Cellular Mechanisms for Breathing and Hypoxia Tolerance

呼吸和耐缺氧的细胞机制

• 批准号: 6938451
• 负责人: MICHAEL Scott HEDRICK
• 金额: $ 12.06万
• 依托单位: CALIFORNIA STATE UNIVERSITY HAYWARD
• 依托单位国家: 美国
• 财政年份: 2005
• 资助国家: 美国
• 起止时间: 2005-06-01 至 2009-05-31
• 项目状态: 已结题
• 来源: https://reporter.nih.gov/project-details/6938451
• 关键词: Rana; brain mapping; calcium flux; chemoreceptors; developmental neurobiology; electrophysiology; fluorescent dye /probe; hypoxia; metamorphosis; neuroprotectants; neuroregulation; oxygen tension; pulmonary respiration; respiration regulatory center; tissue /cell culture

The goals of this study are to test hypotheses regarding the development of cellular and synaptic mechanisms underlying respiratory rhythm generation and the tolerance to anoxia in the amphibian brain. An in vitro brainstem preparation, brainstem slices and isolated neurons from North American bullfrogs (Rana catesbeiana) at various stages of development will be used in this study. The bullfrog brainstem preparation was chosen because it produces a quantifiable, spontaneous respiratory motor ouput in vitro at ajl stages of development. The metamorphic transition from an aquatic to a terrestrial habitat in amphibians is accompanied by major maturationai changes of the respiratory system, but very little is known about the neural mechanisms that underlie this ontogenetic maturation. The specific aims of this project are to: 1) Identify specific neuroanatomical locations of the amphibian respiratory network; 2) Examine the role of pacemaker mechanisms for respiratory rhythm generation; 3) Determine the role of oxygen-sensing mechanisms in the respiratory response to anoxia; 4) Determine the role of intracellular calcium as a neuroprotective signaling mechanism in anoxia. Isolated brainstem preparations, spontaneously active medullary slices and isolated neurons will be used to carry out the specific aims. A multifaceted approach that combines fluorescent dyes for neuroanatomical tracing, electrophysiological measurements from respiratory neurons, intracellular calcium measurements, bath application and microinjection of neurochemicals into discrete brain locations, will be used to test hypotheses related to the specific aims. The proposed research should provide greater insight into the role of development and evolutionarily conserved mechanisms in the neural regulation of ventilation and cellular mechanisms of neuroprotection in vertebrates. The results of this project may provide a greater understanding of developmental mechanisms that contribute to abnormal breathing states in developing mammals.

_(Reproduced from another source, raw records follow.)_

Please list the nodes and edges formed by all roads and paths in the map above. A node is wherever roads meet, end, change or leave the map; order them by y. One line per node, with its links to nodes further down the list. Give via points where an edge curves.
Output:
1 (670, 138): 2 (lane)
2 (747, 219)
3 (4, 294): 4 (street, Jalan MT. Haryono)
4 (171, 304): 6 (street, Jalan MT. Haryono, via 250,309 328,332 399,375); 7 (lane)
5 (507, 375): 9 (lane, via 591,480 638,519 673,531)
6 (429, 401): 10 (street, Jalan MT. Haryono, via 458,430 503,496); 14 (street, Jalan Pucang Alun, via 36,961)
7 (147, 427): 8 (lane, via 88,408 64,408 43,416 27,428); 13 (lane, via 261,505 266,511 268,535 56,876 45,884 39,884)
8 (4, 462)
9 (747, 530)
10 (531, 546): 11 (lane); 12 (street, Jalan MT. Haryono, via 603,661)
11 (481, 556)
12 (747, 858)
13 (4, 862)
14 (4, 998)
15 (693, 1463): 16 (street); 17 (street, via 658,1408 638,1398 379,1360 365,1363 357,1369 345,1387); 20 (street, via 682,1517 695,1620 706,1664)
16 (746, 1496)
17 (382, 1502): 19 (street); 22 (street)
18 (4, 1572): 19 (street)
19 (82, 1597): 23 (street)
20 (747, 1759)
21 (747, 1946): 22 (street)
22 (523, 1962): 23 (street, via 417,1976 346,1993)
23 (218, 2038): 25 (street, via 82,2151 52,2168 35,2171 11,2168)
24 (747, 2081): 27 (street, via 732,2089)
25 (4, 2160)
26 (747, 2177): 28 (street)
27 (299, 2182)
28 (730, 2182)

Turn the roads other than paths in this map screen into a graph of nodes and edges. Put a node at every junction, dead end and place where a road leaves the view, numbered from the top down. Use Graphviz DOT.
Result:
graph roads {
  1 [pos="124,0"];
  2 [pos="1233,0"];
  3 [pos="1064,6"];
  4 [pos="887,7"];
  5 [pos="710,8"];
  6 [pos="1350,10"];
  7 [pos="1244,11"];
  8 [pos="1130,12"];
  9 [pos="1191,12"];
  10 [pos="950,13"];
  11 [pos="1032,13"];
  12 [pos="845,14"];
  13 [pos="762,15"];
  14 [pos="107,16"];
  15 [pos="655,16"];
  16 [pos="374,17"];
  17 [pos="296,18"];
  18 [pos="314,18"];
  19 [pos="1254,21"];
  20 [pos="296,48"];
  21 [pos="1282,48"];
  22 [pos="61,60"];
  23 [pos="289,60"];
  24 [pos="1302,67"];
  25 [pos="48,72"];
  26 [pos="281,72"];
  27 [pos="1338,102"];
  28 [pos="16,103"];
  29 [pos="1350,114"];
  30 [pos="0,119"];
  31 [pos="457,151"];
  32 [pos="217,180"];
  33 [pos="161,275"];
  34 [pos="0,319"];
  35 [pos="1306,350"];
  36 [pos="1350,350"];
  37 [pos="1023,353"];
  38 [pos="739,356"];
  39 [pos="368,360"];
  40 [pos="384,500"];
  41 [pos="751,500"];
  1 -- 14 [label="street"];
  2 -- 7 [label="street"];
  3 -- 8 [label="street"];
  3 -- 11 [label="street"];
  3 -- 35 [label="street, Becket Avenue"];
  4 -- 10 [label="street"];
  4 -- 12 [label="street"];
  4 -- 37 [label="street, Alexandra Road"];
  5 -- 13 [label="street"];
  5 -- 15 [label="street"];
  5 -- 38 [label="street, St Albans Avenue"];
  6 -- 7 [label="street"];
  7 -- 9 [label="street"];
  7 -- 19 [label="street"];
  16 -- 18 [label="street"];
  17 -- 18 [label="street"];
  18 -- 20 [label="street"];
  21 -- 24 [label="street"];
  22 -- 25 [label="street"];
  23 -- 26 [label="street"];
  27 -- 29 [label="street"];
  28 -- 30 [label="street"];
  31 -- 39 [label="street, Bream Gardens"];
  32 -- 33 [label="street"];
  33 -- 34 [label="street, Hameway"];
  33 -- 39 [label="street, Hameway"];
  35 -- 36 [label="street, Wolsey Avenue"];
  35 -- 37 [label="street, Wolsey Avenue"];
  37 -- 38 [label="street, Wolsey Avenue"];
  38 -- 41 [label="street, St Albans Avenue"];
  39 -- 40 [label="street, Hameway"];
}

这项研究的目标是检验有关呼吸节律产生的细胞和突触机制发展的假设，以及对两栖动物大脑缺氧的耐受性。本研究将使用体外的脑干制剂，脑干切片和来自北美牛蛙（Rana Catesbeiana）的各个发育阶段的孤立神经元。之所以选择Bullfrog脑干的制备，是因为它在AJL发育阶段会在体外产生可量化的，自发的呼吸运动OUPUT。两栖动物中从水生栖息地到陆生栖息地的变质过渡伴随着呼吸系统的重大变化，但对这种个体发生成熟的神经机制知之甚少。该项目的具体目的是：1）确定两栖动物呼吸网络的特定神经解剖位置； 2）检查起搏器机制在呼吸节奏产生中的作用； 3）确定氧敏感机制在对缺氧的呼吸反应中的作用； 4）确定细胞内钙作为神经保护信号传导机制在缺氧中的作用。孤立的脑干制剂，自发活跃的髓样片和孤立的神经元将用于执行特定目的。一种多面方法，结合了用于神经解剖学的荧光染料，来自呼吸神经元的电生理测量， 细胞内钙的测量，浴和对神经化学物的应用和显微注射 离散的大脑位置将用于测试与特定目标相关的假设。拟议的研究应更深入地了解发育和进化保守机制在脊椎动物中神经保护的通气和细胞机制的神经调节中的作用。该项目的结果可能会对发展哺乳动物中异常呼吸状态的发育机制有更深入的了解。